TASK DESCRIPTION:
Every line below that holds the string "Толстого" should be copied.
----- SUPPLIED RECORDS -----
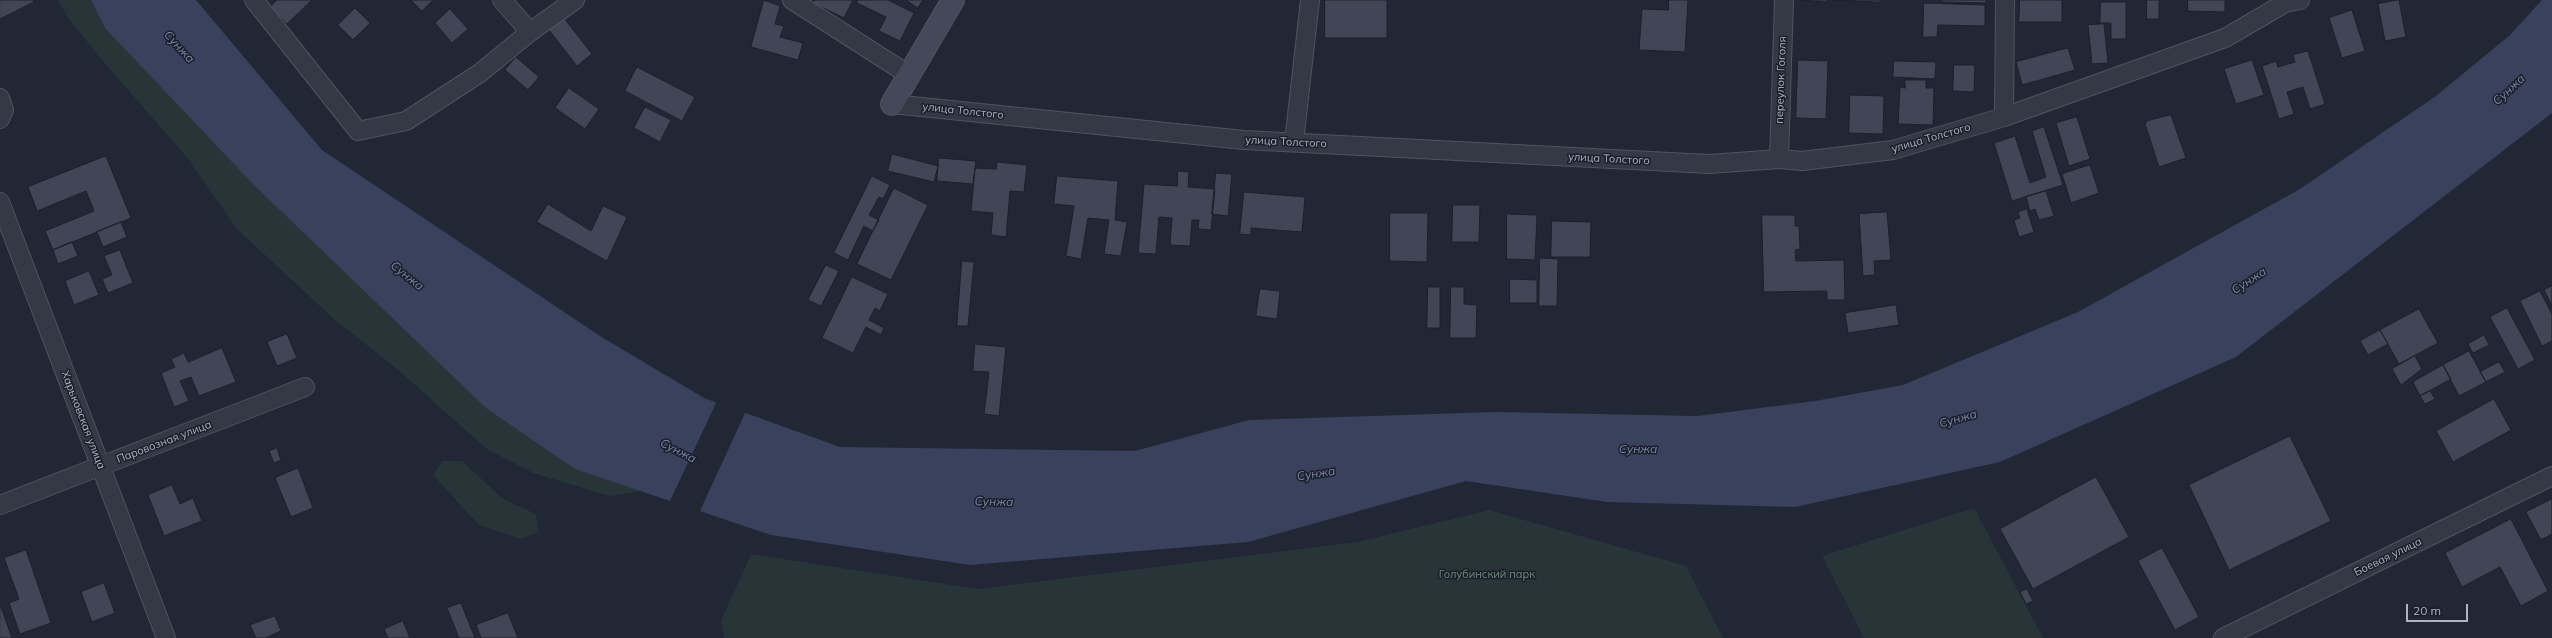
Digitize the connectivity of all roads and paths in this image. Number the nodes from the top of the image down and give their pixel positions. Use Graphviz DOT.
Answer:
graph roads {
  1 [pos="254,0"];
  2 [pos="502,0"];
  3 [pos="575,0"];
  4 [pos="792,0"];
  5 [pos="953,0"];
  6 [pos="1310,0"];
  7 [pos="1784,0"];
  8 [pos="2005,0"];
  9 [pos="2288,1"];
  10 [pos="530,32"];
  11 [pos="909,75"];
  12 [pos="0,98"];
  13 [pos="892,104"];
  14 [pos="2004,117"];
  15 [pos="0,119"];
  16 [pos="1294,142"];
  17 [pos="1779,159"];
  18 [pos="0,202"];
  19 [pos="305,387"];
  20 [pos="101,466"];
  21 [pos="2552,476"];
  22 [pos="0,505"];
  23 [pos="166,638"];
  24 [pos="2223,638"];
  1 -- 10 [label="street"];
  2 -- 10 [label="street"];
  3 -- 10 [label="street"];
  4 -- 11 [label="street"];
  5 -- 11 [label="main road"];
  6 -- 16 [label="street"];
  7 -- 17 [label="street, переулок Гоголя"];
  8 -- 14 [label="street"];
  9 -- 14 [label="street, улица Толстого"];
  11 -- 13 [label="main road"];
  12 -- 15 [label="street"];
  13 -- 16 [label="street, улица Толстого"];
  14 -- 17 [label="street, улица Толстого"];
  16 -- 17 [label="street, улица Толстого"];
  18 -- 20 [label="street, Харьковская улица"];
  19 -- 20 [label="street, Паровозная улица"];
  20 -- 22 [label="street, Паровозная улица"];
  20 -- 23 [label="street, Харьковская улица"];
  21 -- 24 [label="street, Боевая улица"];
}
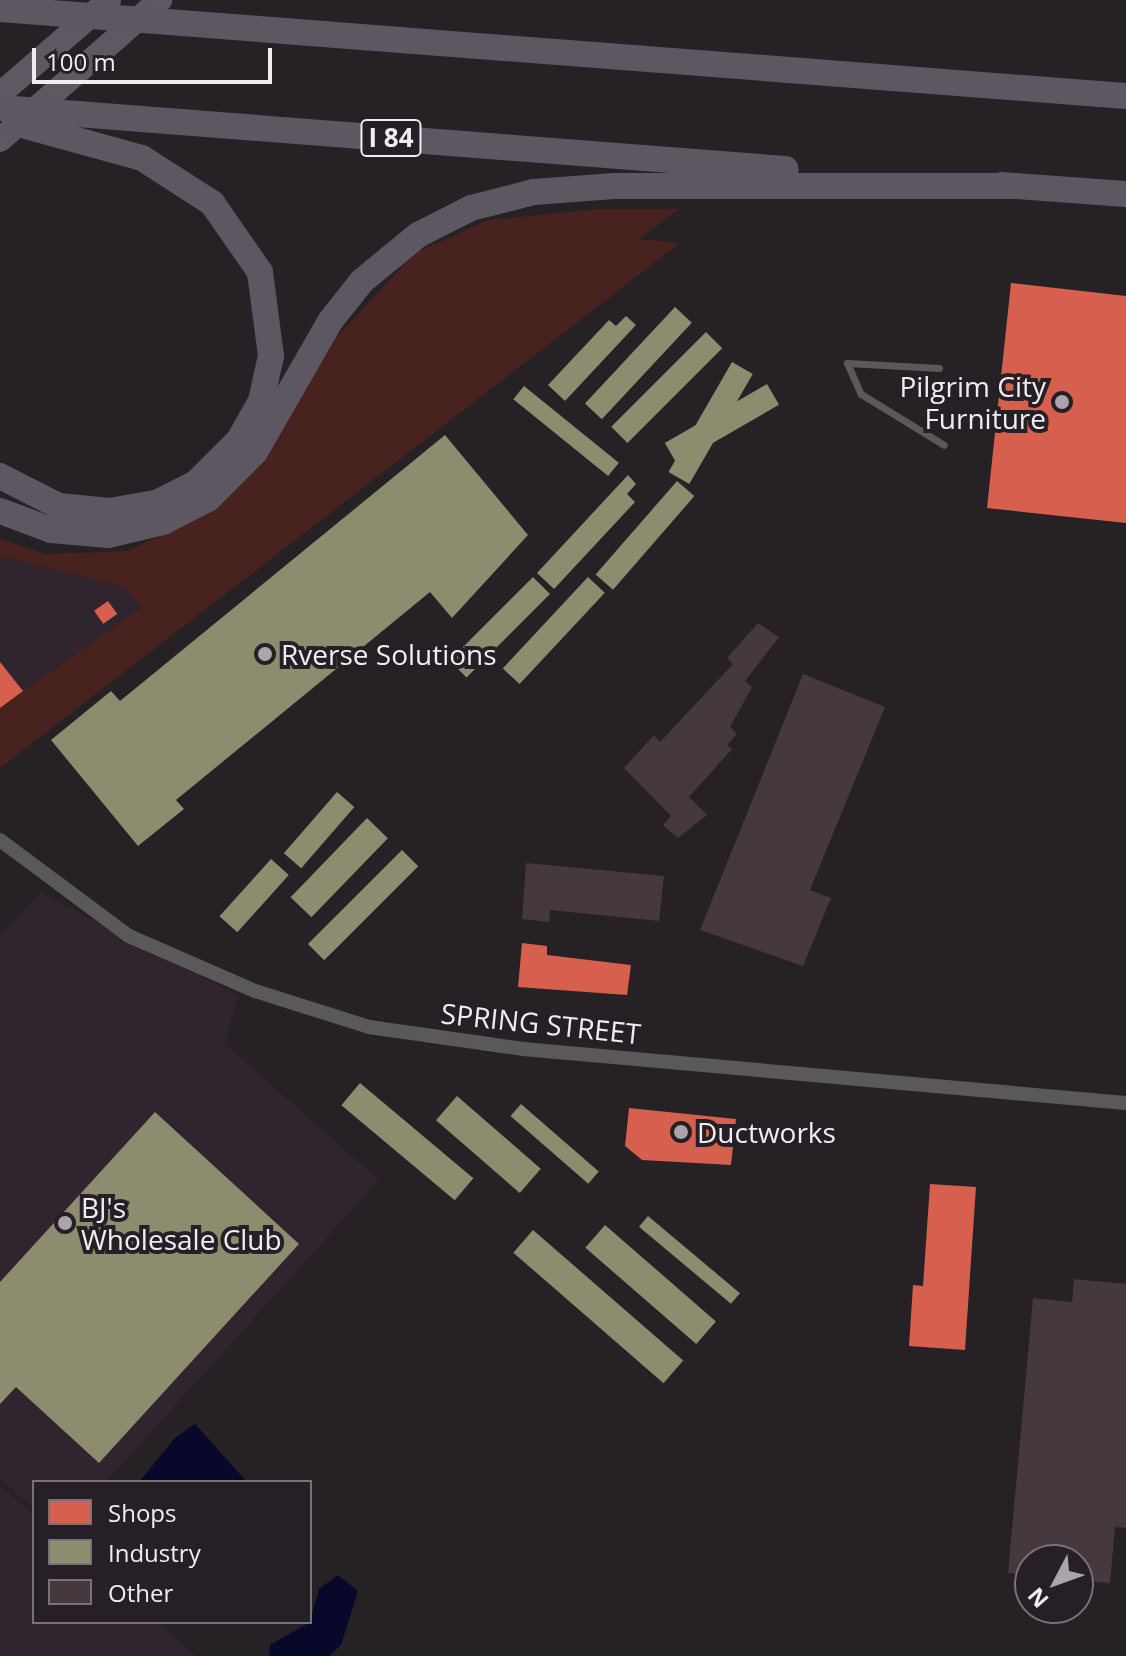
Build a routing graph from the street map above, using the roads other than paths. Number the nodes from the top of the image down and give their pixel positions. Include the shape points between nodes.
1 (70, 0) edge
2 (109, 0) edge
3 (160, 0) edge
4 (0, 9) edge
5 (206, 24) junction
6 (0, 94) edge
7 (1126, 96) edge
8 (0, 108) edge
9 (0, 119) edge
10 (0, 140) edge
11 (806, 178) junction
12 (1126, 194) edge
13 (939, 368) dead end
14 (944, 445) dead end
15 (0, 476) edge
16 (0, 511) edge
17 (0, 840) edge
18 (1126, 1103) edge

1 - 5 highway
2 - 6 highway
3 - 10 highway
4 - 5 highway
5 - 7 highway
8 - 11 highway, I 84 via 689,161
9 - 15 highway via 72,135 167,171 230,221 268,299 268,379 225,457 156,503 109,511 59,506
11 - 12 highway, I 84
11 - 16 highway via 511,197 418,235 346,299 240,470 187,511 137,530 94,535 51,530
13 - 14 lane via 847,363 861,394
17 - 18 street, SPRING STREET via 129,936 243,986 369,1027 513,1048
-----
RESULT:
  9 -- 14 [label="street, улица Толстого"];
  13 -- 16 [label="street, улица Толстого"];
  14 -- 17 [label="street, улица Толстого"];
  16 -- 17 [label="street, улица Толстого"];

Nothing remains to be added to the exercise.